**DIRECTIONS:**
All of the data that follows should be retyped exactly, please, except the pictures.

**GIVEN DATA:**
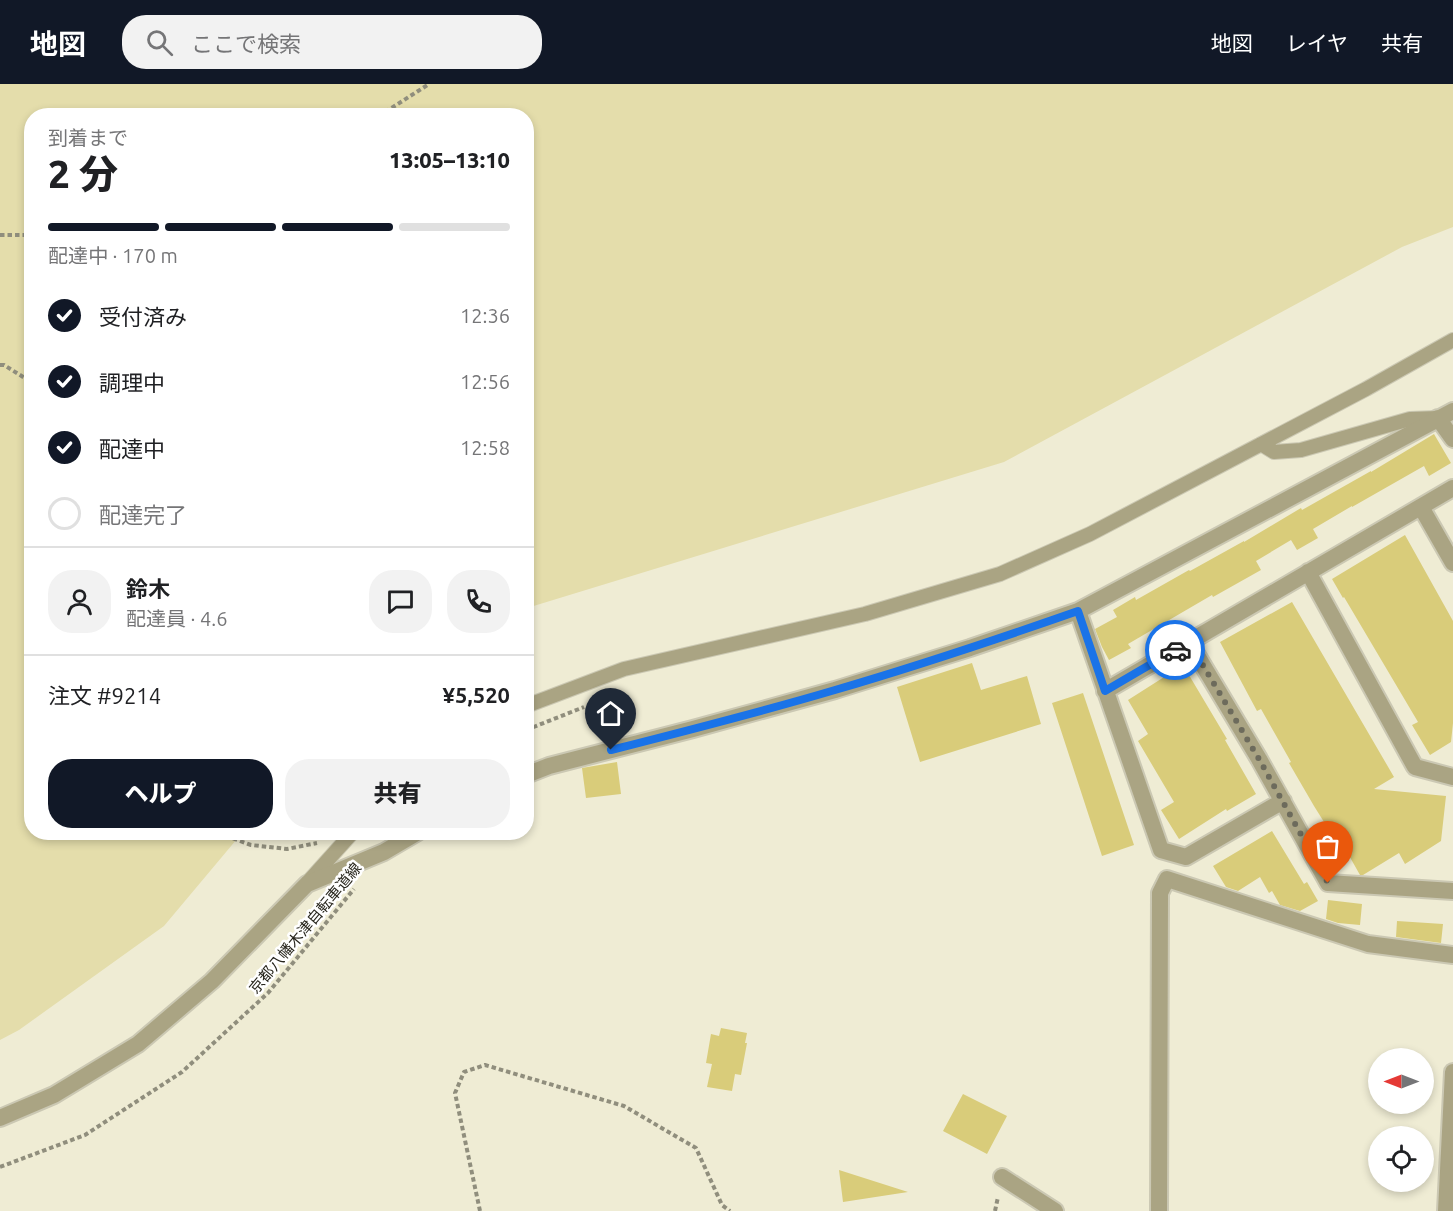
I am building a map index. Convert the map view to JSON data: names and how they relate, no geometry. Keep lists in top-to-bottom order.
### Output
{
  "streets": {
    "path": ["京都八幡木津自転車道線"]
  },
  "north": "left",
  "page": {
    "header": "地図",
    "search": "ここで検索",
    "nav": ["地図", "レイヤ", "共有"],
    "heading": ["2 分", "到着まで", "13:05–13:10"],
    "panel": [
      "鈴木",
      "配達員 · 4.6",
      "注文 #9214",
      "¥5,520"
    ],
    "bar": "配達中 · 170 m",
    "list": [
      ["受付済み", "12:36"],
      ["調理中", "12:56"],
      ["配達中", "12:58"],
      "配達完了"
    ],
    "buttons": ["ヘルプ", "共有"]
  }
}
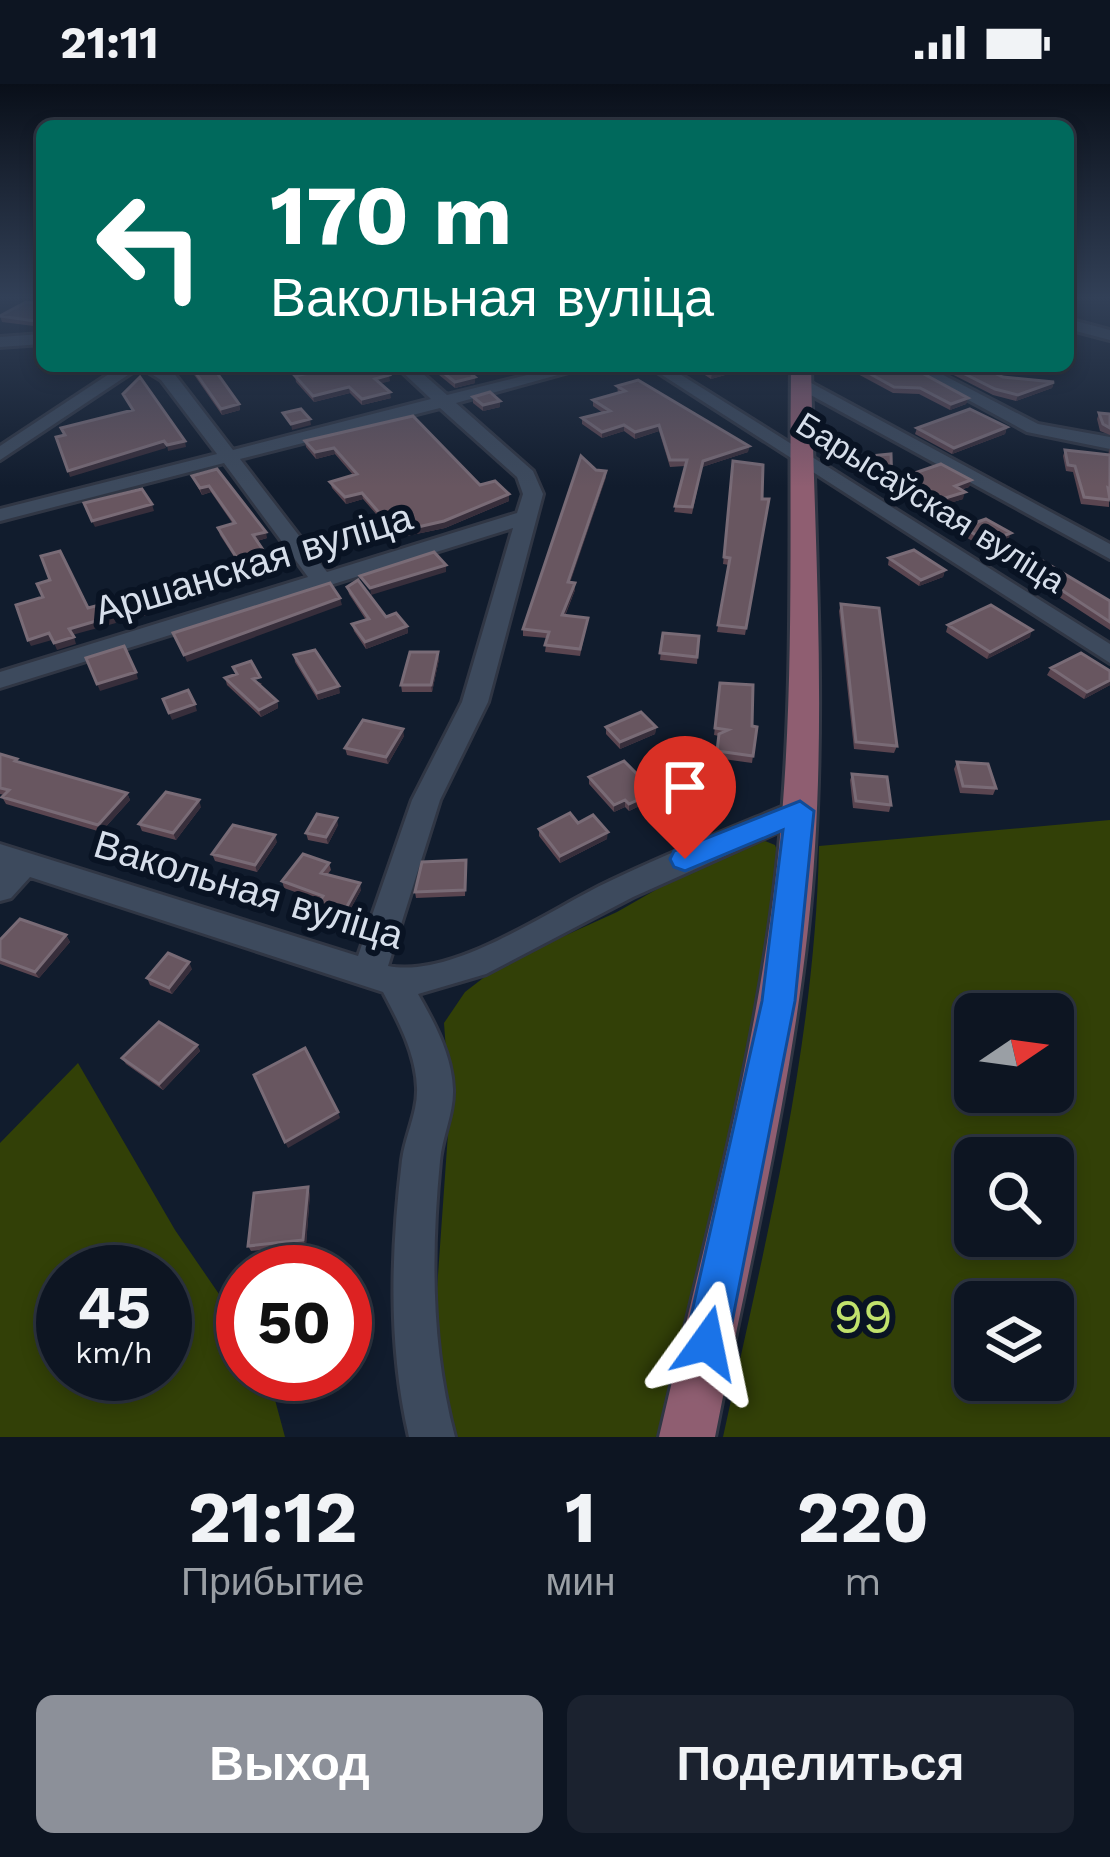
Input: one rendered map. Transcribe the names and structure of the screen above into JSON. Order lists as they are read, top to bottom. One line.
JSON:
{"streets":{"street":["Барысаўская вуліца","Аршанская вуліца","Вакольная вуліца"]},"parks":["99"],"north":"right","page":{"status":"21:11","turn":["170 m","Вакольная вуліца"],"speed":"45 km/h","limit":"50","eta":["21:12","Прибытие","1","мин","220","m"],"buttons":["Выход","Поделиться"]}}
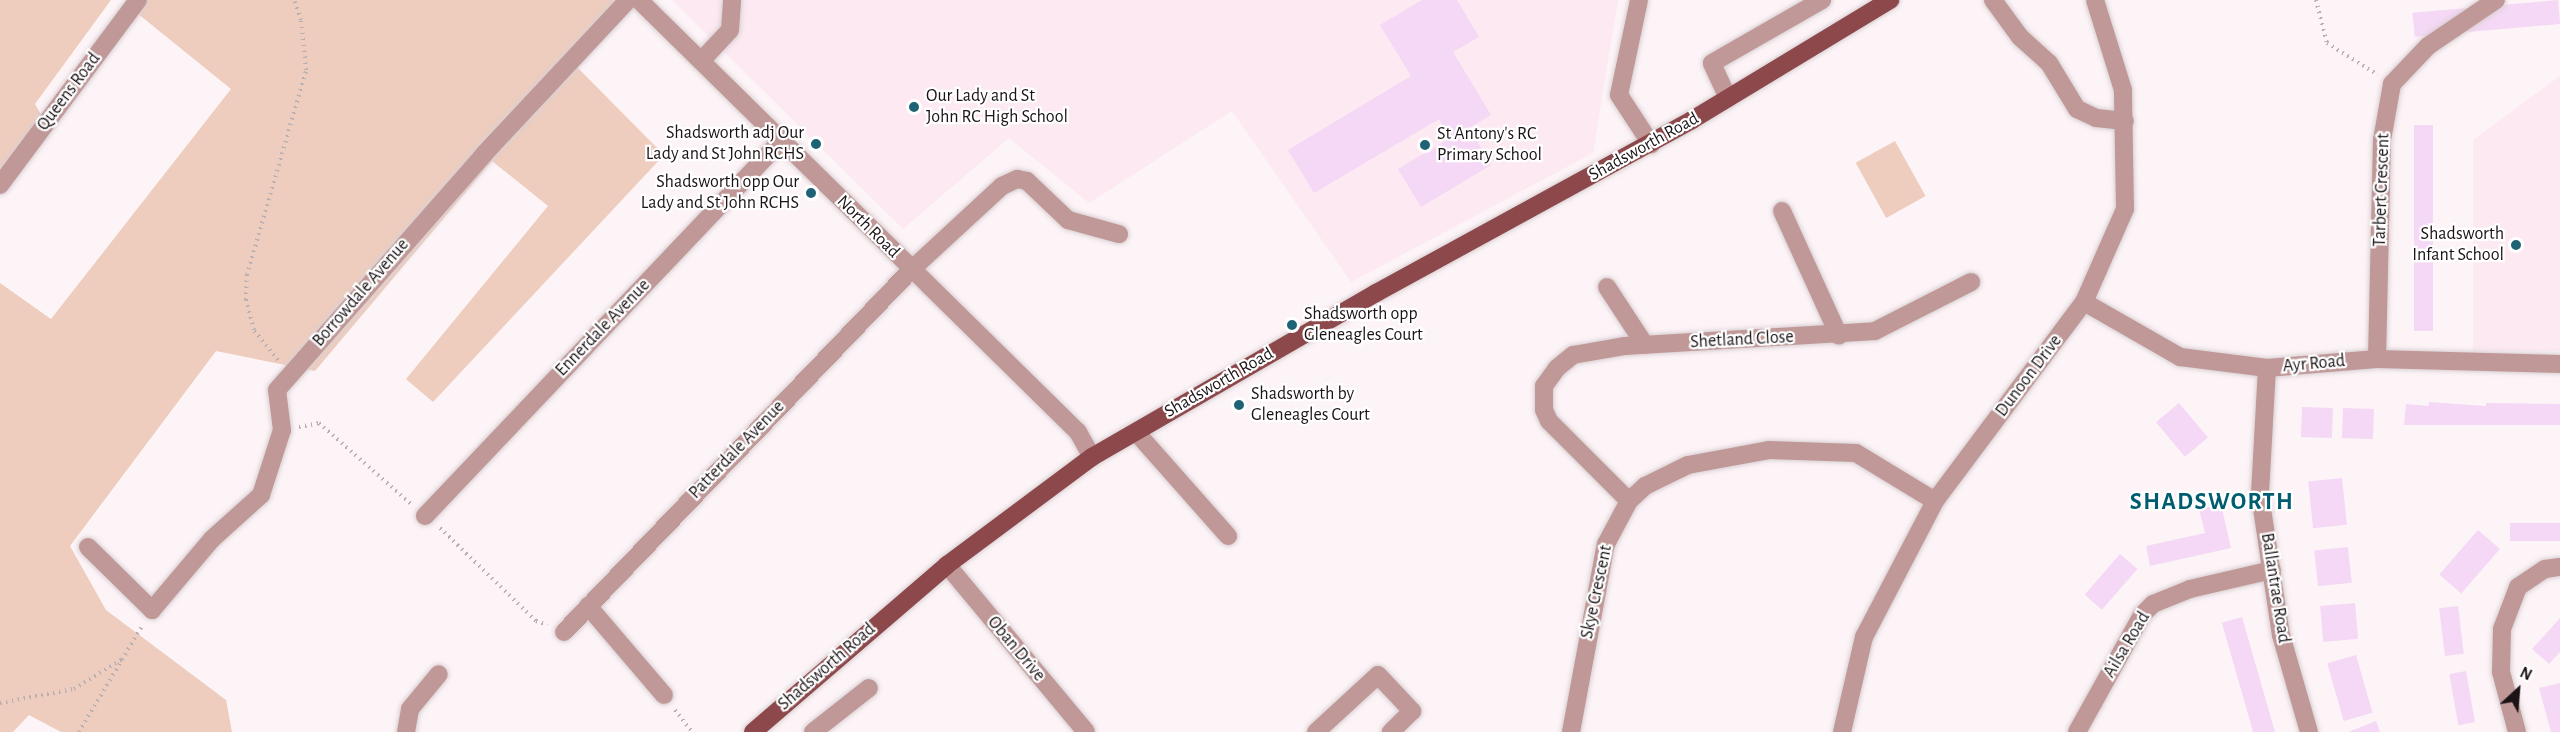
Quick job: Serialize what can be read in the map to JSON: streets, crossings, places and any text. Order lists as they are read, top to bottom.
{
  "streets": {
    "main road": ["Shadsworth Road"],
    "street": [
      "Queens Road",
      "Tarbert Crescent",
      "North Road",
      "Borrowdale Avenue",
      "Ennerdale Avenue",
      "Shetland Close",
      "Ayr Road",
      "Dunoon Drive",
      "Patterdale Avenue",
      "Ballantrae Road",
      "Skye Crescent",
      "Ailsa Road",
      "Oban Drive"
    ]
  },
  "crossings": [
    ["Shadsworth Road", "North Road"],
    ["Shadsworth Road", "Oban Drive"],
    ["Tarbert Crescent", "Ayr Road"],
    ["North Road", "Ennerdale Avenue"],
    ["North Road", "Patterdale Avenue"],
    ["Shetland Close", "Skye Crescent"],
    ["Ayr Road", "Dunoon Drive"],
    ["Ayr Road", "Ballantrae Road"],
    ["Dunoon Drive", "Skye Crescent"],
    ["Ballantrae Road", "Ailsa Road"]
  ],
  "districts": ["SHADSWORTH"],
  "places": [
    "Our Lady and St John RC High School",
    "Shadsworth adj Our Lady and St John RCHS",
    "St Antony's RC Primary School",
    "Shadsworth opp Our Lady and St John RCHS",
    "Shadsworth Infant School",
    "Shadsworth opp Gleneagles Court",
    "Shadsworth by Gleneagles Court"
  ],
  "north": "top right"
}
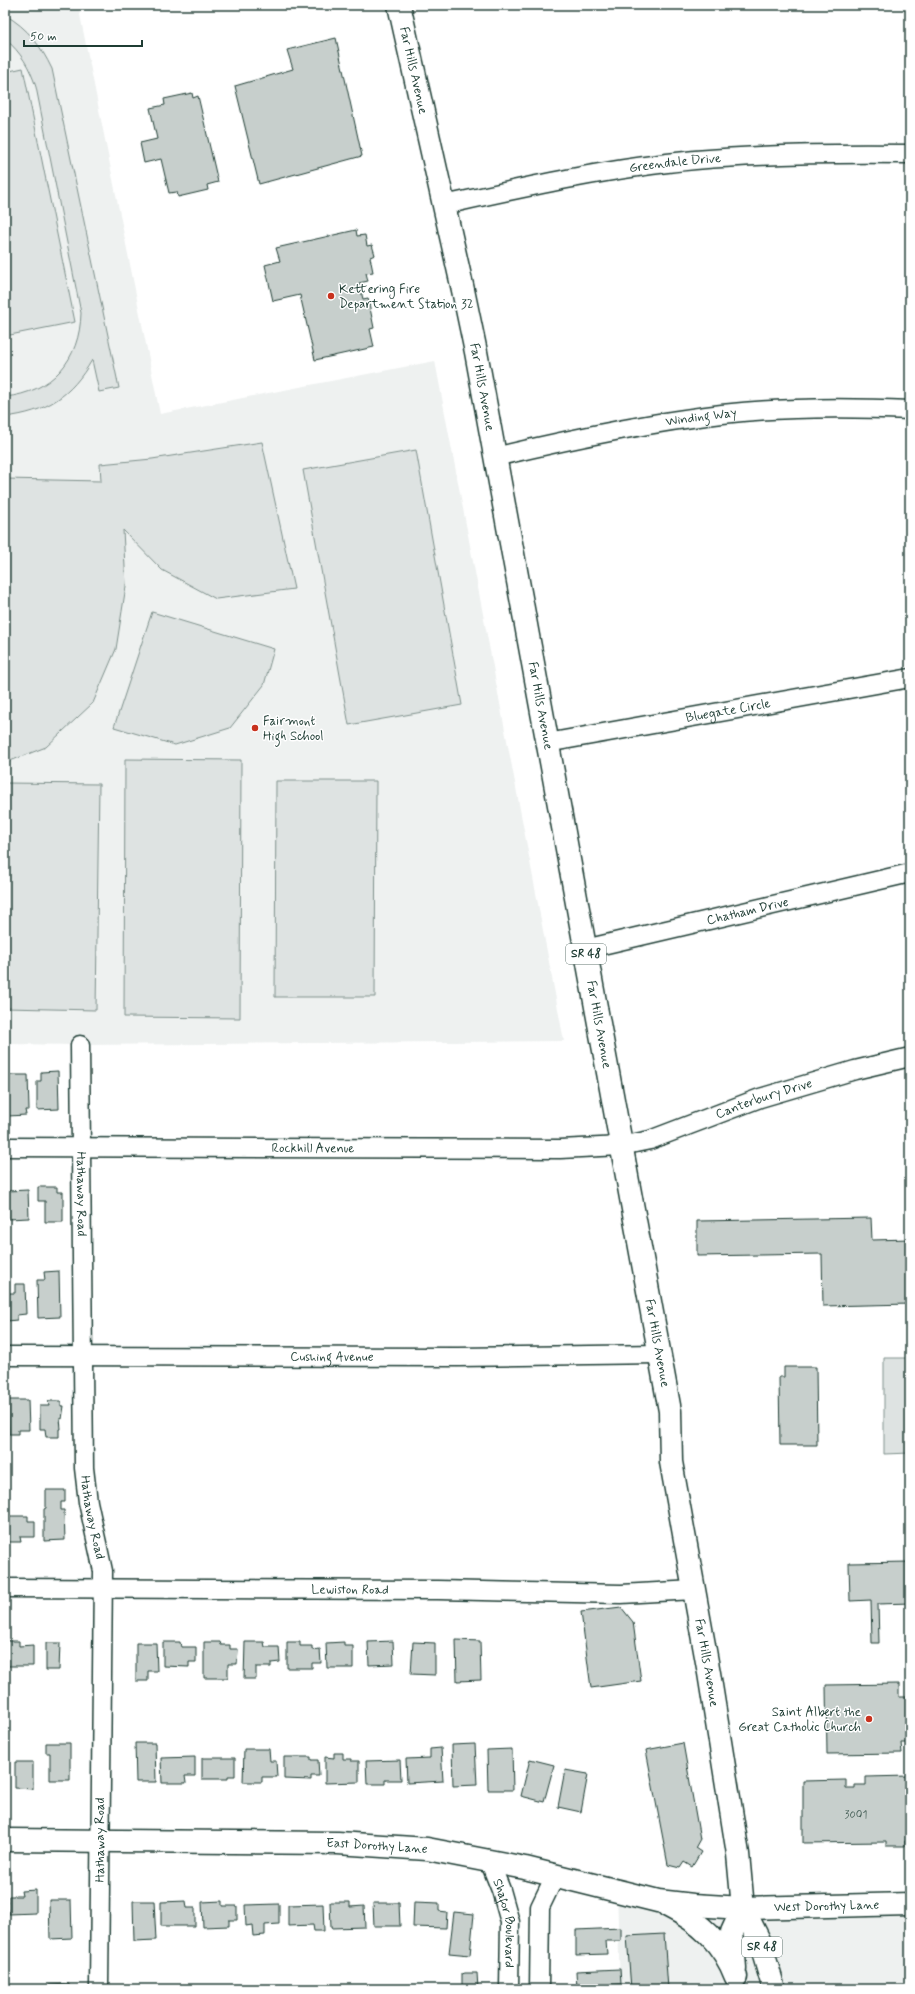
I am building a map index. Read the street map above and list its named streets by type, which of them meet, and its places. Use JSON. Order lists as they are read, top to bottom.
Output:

**RESPONSE TO THIS EXERCISE:**
I am building a map index. Convert the map view to JSON data: names and how they relate, no geometry. Keep lists in top-to-bottom order.
### Output
{
  "streets": {
    "path": ["京都八幡木津自転車道線"]
  },
  "north": "left",
  "page": {
    "header": "地図",
    "search": "ここで検索",
    "nav": ["地図", "レイヤ", "共有"],
    "heading": ["2 分", "到着まで", "13:05–13:10"],
    "panel": [
      "鈴木",
      "配達員 · 4.6",
      "注文 #9214",
      "¥5,520"
    ],
    "bar": "配達中 · 170 m",
    "list": [
      ["受付済み", "12:36"],
      ["調理中", "12:56"],
      ["配達中", "12:58"],
      "配達完了"
    ],
    "buttons": ["ヘルプ", "共有"]
  }
}
Input: one rendered map. Transcribe the names and structure of the screen above into JSON. Order lists as they are read, top to bottom. One line.
JSON:
{"streets":{"street":["Барысаўская вуліца","Аршанская вуліца","Вакольная вуліца"]},"parks":["99"],"north":"right","page":{"status":"21:11","turn":["170 m","Вакольная вуліца"],"speed":"45 km/h","limit":"50","eta":["21:12","Прибытие","1","мин","220","m"],"buttons":["Выход","Поделиться"]}}
Quick job: Serialize what can be read in the map to JSON: streets, crossings, places and any text. Order lists as they are read, top to bottom.
{
  "streets": {
    "main road": ["Shadsworth Road"],
    "street": [
      "Queens Road",
      "Tarbert Crescent",
      "North Road",
      "Borrowdale Avenue",
      "Ennerdale Avenue",
      "Shetland Close",
      "Ayr Road",
      "Dunoon Drive",
      "Patterdale Avenue",
      "Ballantrae Road",
      "Skye Crescent",
      "Ailsa Road",
      "Oban Drive"
    ]
  },
  "crossings": [
    ["Shadsworth Road", "North Road"],
    ["Shadsworth Road", "Oban Drive"],
    ["Tarbert Crescent", "Ayr Road"],
    ["North Road", "Ennerdale Avenue"],
    ["North Road", "Patterdale Avenue"],
    ["Shetland Close", "Skye Crescent"],
    ["Ayr Road", "Dunoon Drive"],
    ["Ayr Road", "Ballantrae Road"],
    ["Dunoon Drive", "Skye Crescent"],
    ["Ballantrae Road", "Ailsa Road"]
  ],
  "districts": ["SHADSWORTH"],
  "places": [
    "Our Lady and St John RC High School",
    "Shadsworth adj Our Lady and St John RCHS",
    "St Antony's RC Primary School",
    "Shadsworth opp Our Lady and St John RCHS",
    "Shadsworth Infant School",
    "Shadsworth opp Gleneagles Court",
    "Shadsworth by Gleneagles Court"
  ],
  "north": "top right"
}
I am building a map index. Read the street map above and list its named streets by type, which of them meet, and its places. Use JSON. Order lists as they are read, top to bottom.
Output:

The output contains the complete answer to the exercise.